Task prompt: Could you return all of the data exactly as given?
Start of Records to process
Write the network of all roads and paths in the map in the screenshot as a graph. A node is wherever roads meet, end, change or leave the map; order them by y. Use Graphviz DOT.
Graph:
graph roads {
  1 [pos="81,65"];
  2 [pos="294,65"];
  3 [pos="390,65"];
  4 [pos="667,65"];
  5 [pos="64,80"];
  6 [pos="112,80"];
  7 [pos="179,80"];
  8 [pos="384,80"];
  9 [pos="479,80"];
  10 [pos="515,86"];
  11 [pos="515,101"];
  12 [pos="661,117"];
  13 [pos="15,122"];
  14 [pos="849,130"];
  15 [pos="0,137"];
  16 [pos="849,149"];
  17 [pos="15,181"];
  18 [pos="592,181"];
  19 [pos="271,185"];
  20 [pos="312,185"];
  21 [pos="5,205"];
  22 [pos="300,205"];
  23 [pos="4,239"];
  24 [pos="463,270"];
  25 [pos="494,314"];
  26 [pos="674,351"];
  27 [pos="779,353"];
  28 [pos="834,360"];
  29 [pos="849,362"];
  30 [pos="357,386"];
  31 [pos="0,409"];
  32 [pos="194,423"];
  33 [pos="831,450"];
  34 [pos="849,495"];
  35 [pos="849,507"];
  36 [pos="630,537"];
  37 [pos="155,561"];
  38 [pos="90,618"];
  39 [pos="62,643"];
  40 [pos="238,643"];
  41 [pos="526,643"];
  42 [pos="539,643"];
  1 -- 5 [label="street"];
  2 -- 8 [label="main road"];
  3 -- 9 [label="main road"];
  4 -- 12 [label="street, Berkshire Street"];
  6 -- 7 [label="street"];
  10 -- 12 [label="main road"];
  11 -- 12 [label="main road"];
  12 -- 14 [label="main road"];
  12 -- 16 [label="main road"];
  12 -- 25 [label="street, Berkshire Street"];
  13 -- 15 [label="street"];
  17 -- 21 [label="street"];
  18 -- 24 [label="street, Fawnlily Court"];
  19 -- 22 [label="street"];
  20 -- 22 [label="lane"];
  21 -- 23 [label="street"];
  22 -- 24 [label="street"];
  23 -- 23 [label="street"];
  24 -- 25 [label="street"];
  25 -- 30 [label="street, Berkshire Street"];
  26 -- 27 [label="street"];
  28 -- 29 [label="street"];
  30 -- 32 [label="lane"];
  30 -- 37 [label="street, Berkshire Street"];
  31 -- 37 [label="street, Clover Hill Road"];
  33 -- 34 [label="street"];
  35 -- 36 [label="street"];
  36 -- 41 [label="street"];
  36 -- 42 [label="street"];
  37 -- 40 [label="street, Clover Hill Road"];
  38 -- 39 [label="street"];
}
End of Records to process
Reply to the exercise:
Write the network of all roads and paths in the map in the screenshot as a graph. A node is wherever roads meet, end, change or leave the map; order them by y. Use Graphviz DOT.
Graph:
graph roads {
  1 [pos="81,65"];
  2 [pos="294,65"];
  3 [pos="390,65"];
  4 [pos="667,65"];
  5 [pos="64,80"];
  6 [pos="112,80"];
  7 [pos="179,80"];
  8 [pos="384,80"];
  9 [pos="479,80"];
  10 [pos="515,86"];
  11 [pos="515,101"];
  12 [pos="661,117"];
  13 [pos="15,122"];
  14 [pos="849,130"];
  15 [pos="0,137"];
  16 [pos="849,149"];
  17 [pos="15,181"];
  18 [pos="592,181"];
  19 [pos="271,185"];
  20 [pos="312,185"];
  21 [pos="5,205"];
  22 [pos="300,205"];
  23 [pos="4,239"];
  24 [pos="463,270"];
  25 [pos="494,314"];
  26 [pos="674,351"];
  27 [pos="779,353"];
  28 [pos="834,360"];
  29 [pos="849,362"];
  30 [pos="357,386"];
  31 [pos="0,409"];
  32 [pos="194,423"];
  33 [pos="831,450"];
  34 [pos="849,495"];
  35 [pos="849,507"];
  36 [pos="630,537"];
  37 [pos="155,561"];
  38 [pos="90,618"];
  39 [pos="62,643"];
  40 [pos="238,643"];
  41 [pos="526,643"];
  42 [pos="539,643"];
  1 -- 5 [label="street"];
  2 -- 8 [label="main road"];
  3 -- 9 [label="main road"];
  4 -- 12 [label="street, Berkshire Street"];
  6 -- 7 [label="street"];
  10 -- 12 [label="main road"];
  11 -- 12 [label="main road"];
  12 -- 14 [label="main road"];
  12 -- 16 [label="main road"];
  12 -- 25 [label="street, Berkshire Street"];
  13 -- 15 [label="street"];
  17 -- 21 [label="street"];
  18 -- 24 [label="street, Fawnlily Court"];
  19 -- 22 [label="street"];
  20 -- 22 [label="lane"];
  21 -- 23 [label="street"];
  22 -- 24 [label="street"];
  23 -- 23 [label="street"];
  24 -- 25 [label="street"];
  25 -- 30 [label="street, Berkshire Street"];
  26 -- 27 [label="street"];
  28 -- 29 [label="street"];
  30 -- 32 [label="lane"];
  30 -- 37 [label="street, Berkshire Street"];
  31 -- 37 [label="street, Clover Hill Road"];
  33 -- 34 [label="street"];
  35 -- 36 [label="street"];
  36 -- 41 [label="street"];
  36 -- 42 [label="street"];
  37 -- 40 [label="street, Clover Hill Road"];
  38 -- 39 [label="street"];
}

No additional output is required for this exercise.